Achten Sie als Jurymitglied eigentlich vor allem auf die Regie, oder haben Sie sich andere Kriterien überlegt?

Ich gehe ganz unbefangen ran. Ich habe aber innerlich einen Anspruch und kann mich nicht in Filmen wiederfinden, wo ganz klar ist, dass die sich im Konzept schon mit zig Produzenten geeinigt haben. Ich betrachte das nicht von meinem Regiefach aus, sondern aus meinem eigenen Bedürfnis und meiner eigenen Lust heraus. Ich möchte eher überfordert werden, dass es mich packt und ich weiß nicht warum.

Sie arbeiten gerne – in ihren Film- wie in Ihren Theaterkunstarbeiten – mit Amateuren zusammen, erweitern auch gerne den Spielraum und sind damals zum Beispiel nach Kassel auf die documenta gegangen, wo Sie Ihr Publikum auch miteinbeziehen. Ist für Sie jeder Mensch ein Künstler, wie Joseph Beuys mal gesagt hat?


Ich arbeite gerne mit Individuen. Aber das mit dem Künstler ist ein Missverständnis, da sind ja auch Beuys’ Jünger auf dem Trip stecken geblieben, dass sie jetzt alle Künstler werden müssen. Die Jünger von Beuys haben ihn eigentlich platt gemacht. Der Gedanke ist ja an sich nicht falsch, aber ich habe dabei einfach nur die ganz praktische Methode für mich entwickelt, dass ich gerne mit Leuten arbeite, die pur sind und die in ein Bild kommen, das dann in dem Moment einfach ihr Bild ist. Da stehen sie dann und treffen jemand anderes, und das ist dann auch sein Bild. Dann haben sie schon mal damit zu kämpfen, weil sie ja eigentlich gerne alleine ihr Bild darstellen. Das ist dann sehr produktiv. Diese Leute, die alles darstellen können, diese ganzen Fernsehköpfe, das fängt ja jetzt auch an, absurd zu werden. Da ist dann der Kommissar im einen Sender, der im andern Film gerade verfolgt wird als Täter. Das ist alles eine Mehrfachbelichtung. Wir sehen eigentlich einen einzigen großer Film, tun aber so, als wären es mehrere Folgen in verschiedenen Sendern.
Was wir damals auf der documenta 1997 gemacht haben, in „48 Stunden Überleben für Deutschland“, ist, dass die Zuschauer am Ende zu Darstellern wurden, obwohl sie’s gar nicht wollten.

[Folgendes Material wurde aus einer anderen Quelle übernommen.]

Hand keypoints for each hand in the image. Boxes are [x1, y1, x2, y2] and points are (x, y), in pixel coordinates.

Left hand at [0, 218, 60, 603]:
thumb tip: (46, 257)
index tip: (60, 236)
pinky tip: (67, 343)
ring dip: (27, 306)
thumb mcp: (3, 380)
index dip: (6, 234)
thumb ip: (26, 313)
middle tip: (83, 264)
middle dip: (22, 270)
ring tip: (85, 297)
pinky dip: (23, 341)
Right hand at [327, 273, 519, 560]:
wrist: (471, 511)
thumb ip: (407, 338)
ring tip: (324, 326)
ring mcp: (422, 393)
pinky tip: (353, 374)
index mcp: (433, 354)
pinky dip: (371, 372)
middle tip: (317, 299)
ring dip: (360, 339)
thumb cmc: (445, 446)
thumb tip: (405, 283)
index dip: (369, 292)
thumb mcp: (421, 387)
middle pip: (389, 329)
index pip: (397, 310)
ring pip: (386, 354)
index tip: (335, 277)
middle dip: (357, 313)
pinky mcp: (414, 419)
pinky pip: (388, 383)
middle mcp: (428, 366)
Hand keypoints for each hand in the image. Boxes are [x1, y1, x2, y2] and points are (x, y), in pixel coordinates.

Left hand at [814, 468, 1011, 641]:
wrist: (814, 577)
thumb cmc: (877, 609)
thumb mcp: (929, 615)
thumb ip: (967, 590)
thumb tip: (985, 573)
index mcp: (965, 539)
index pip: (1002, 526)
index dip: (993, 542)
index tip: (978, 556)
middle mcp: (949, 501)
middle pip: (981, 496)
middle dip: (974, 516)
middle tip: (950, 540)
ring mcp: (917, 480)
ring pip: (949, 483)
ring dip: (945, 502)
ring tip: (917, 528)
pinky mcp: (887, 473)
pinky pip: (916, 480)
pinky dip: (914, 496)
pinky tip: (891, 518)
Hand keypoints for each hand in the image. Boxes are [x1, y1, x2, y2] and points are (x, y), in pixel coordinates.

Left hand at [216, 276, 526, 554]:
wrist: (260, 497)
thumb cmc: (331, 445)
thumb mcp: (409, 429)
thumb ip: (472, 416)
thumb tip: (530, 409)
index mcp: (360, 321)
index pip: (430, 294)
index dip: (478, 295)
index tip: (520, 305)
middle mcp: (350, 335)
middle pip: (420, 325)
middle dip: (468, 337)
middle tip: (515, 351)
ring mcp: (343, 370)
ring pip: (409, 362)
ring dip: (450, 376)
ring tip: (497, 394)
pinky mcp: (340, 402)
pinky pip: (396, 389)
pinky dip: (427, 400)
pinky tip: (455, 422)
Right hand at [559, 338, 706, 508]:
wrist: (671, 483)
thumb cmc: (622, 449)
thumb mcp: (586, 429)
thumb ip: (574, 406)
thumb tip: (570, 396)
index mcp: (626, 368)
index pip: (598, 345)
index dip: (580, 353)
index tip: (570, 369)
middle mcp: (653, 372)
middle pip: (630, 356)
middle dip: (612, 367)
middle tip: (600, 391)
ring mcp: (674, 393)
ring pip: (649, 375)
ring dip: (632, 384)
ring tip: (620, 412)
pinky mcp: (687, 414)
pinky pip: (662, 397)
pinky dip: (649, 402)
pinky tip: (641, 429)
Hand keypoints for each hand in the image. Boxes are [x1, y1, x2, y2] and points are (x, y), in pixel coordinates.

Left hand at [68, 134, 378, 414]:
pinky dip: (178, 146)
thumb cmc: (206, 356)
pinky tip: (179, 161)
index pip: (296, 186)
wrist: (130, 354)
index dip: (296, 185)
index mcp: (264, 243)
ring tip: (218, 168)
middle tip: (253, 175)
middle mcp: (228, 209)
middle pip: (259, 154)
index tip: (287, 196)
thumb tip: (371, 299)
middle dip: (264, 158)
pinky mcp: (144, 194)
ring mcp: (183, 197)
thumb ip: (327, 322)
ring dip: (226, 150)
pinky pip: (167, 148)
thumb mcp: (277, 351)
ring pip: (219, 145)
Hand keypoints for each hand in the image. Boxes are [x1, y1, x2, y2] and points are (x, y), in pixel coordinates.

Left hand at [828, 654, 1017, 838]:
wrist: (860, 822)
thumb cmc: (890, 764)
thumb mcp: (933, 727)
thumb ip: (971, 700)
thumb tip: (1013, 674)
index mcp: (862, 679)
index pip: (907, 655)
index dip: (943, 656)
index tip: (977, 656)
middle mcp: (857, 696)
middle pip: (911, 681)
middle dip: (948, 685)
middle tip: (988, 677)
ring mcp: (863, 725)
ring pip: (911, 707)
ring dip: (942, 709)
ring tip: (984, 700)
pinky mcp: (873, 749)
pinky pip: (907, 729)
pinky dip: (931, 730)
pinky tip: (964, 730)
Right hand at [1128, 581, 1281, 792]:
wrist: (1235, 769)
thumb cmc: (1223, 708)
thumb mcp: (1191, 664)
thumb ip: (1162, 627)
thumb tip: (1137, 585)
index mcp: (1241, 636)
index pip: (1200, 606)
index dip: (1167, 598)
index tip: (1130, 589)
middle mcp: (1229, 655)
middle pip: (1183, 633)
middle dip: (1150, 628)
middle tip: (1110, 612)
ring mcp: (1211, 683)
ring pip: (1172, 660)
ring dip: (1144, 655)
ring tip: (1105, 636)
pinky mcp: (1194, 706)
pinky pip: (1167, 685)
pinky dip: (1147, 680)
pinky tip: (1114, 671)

Da war eine Gruppe von Japanern, denen wir immer zugerufen haben, gleich käme Helmut Berger, gleich geht’s los, er ist schon am Bahnhof angekommen… So haben wir die viereinhalb Stunden festgehalten, nur mit dieser Tatsache, dass bald Helmut Berger kommt. Und wenn sie dann gehen wollten, oder sich irgendwo hingesetzt haben, dann haben wir wieder gerufen: jetzt ist es soweit, dann kam Musik, die sind wieder aufgestanden und haben weiter gewartet. Im Fernsehen wird so was in 30 Sekunden als Gag abgehandelt, das war aber ein Prozess von vier, fünf Stunden, wo die noch ganz was anderes erlebt haben.

Was muss ein guter Film für Sie haben?


Total unterschiedlich. Ich hab jetzt eine Phase gehabt, da hab ich bei den einfachsten Liebesgeschichten im Fernsehen geheult, ich hab bei Dokumentationen über Tiere, die gequält werden, Heulkrämpfe gehabt. Ich bin gerade sehr weich und nah am Wasser gebaut, früher war ich ganz anders. Inzwischen ist es aber schon wieder besser geworden mit mir.
Ein guter Film ist für mich so was wie bei David Lynch. Wo ich ein paranoides System anschaue, und ich kann diesem System alles Mögliche abgewinnen, nur nicht die perfekte Interpretation. Das ist ja auch manchmal das Dilemma bei Kritiken, dass da immer ein Bemühen besteht, etwas Sinnvolles rauszusaugen. Ich finde es manchmal auch schön, wenn man bei einem Film, gerade beim Film, aber auch in der Bildenden Kunst, etwas Spirituelles entdeckt. Man muss das nicht immer totinterpretieren. Aber so sehen die Filme leider aus, dass sie alle interpretiert werden wollen. Sie wollen immer besonders genau das Thema erwischt haben, aber das ist ein grober Fehler. Das geht nicht wirklich an die Seele, die bleibt meist außen vor. Alfred Edel hat immer gesagt bei einem Drehbuch: „Ist es kausal oder akausal?“. Und wenn ich dann gesagt habe „akausal“, hat er gesagt: Dann ist es gut. Das war das Argument für einen guten Film.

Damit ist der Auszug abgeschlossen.